> Exercise
Check the entries below for lines with "screenshot"; report only how many there are.

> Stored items
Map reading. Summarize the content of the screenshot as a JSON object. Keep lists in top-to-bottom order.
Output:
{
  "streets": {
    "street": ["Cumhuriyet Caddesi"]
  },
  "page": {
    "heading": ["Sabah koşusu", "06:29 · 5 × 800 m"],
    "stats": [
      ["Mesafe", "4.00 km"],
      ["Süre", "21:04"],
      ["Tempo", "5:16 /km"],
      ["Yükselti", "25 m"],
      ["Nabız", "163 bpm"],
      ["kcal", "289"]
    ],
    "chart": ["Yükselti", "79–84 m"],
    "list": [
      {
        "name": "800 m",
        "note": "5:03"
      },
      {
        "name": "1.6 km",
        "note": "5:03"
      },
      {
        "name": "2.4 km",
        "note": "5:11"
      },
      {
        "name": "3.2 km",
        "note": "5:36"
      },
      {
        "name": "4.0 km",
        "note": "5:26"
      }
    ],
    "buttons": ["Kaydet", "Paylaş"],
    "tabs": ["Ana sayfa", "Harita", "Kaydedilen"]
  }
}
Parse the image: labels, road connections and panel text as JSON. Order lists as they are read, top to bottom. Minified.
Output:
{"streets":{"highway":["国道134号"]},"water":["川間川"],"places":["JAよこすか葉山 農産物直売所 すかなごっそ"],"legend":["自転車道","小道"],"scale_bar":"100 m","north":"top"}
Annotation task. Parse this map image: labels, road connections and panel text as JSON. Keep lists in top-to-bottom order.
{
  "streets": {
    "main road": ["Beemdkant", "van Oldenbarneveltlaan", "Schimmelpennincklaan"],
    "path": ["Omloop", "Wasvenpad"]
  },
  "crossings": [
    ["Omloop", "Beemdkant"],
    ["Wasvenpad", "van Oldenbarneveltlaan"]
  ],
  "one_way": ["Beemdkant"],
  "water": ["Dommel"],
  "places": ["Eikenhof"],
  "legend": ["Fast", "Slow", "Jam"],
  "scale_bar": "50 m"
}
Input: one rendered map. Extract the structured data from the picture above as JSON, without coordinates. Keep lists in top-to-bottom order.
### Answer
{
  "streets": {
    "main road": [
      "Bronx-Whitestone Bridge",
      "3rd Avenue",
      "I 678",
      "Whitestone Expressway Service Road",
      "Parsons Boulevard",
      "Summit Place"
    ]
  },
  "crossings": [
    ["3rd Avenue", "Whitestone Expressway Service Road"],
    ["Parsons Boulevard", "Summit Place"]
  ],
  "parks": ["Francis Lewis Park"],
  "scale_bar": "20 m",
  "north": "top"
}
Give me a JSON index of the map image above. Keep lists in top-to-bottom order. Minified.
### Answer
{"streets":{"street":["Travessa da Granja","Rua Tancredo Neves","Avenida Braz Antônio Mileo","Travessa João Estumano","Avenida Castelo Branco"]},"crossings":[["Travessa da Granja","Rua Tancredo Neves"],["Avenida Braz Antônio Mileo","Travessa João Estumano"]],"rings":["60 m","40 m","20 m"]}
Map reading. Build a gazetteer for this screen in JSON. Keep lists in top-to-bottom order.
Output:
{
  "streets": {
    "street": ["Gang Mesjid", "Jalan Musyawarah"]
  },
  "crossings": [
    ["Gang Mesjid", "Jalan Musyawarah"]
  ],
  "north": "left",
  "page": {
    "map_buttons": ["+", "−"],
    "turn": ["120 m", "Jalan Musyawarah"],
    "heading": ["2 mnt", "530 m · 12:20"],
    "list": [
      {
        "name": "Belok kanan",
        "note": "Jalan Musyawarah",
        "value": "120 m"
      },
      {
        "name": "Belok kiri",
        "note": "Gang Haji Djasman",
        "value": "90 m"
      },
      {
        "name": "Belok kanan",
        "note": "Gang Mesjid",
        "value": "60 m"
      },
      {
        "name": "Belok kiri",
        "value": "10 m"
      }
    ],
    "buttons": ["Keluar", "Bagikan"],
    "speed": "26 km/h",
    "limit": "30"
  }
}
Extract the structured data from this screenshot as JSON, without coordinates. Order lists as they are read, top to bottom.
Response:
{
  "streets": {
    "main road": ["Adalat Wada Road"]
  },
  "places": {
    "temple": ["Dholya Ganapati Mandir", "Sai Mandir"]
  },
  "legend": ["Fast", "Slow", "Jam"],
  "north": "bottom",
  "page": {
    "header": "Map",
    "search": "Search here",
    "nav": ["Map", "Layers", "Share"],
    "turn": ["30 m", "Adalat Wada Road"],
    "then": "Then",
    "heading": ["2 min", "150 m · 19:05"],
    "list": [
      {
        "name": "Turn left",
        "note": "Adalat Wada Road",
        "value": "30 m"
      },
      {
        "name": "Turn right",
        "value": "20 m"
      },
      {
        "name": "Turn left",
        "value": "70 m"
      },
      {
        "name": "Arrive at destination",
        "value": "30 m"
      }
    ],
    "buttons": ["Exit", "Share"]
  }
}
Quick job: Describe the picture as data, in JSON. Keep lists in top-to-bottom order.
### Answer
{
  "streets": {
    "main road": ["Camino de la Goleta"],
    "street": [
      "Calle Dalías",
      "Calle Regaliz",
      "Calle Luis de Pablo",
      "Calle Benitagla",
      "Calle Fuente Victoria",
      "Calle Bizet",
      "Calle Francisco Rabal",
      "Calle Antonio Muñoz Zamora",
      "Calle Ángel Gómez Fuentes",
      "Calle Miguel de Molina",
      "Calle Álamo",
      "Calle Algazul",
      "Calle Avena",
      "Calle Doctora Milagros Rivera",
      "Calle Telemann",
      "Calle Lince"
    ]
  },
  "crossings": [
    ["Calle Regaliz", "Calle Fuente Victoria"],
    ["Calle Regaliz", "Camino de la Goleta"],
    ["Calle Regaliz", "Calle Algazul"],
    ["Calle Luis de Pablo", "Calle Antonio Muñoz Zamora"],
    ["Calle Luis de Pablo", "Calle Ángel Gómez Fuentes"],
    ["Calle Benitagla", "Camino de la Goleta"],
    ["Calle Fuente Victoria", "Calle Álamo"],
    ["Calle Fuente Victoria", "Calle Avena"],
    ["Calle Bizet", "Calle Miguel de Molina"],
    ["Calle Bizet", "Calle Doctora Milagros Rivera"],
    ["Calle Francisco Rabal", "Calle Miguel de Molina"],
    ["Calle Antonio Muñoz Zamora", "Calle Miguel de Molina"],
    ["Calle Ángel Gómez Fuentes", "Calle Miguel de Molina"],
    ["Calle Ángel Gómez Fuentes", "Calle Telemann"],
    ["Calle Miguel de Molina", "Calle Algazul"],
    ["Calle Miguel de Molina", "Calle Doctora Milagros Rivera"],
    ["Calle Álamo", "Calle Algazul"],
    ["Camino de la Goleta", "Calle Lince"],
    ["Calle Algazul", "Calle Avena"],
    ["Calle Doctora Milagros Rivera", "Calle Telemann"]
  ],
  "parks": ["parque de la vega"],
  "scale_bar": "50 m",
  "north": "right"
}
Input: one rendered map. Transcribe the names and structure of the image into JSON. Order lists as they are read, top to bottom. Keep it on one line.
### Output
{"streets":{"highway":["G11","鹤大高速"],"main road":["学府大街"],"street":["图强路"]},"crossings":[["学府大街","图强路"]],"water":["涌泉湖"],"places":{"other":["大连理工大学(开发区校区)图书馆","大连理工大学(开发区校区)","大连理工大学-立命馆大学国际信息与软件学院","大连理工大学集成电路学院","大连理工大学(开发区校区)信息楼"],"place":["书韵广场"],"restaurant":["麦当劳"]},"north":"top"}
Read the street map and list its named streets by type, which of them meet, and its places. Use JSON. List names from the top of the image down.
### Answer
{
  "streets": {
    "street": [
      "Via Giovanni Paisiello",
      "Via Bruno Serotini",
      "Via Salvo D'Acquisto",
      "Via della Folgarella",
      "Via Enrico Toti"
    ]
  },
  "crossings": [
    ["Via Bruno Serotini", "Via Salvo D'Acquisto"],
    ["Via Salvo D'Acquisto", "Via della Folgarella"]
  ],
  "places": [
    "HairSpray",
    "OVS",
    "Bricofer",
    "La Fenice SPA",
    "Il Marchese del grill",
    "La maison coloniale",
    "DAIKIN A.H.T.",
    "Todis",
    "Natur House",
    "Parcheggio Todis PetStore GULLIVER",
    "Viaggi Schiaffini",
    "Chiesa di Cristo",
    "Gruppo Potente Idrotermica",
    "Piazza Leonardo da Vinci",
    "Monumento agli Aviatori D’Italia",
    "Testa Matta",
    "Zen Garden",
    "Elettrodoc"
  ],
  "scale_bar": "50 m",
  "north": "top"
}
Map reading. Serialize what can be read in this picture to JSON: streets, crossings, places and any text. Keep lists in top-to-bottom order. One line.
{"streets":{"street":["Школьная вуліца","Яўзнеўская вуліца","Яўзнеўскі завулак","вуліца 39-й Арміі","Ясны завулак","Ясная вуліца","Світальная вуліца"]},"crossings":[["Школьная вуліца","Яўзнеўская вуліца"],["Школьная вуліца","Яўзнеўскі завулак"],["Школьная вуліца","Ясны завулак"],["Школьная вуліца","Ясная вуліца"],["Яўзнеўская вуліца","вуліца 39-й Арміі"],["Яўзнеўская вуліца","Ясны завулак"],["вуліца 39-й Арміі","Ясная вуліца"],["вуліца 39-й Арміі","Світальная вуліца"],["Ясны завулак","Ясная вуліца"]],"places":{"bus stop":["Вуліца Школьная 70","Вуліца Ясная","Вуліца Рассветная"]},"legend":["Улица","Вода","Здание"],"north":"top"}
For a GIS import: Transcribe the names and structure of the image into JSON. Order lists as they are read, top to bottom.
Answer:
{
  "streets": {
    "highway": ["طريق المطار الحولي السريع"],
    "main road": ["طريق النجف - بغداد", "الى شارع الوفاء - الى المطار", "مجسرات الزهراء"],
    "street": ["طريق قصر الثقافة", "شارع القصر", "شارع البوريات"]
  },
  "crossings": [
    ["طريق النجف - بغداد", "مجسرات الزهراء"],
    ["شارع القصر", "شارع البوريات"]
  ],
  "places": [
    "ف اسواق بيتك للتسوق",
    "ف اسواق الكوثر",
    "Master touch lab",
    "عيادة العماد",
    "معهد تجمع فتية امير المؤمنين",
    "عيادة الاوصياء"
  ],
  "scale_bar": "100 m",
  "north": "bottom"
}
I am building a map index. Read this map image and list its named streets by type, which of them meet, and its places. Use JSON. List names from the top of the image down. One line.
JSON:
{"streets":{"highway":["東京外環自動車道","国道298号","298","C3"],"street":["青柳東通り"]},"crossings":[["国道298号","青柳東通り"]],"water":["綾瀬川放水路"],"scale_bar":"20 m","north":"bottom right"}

> Result below
2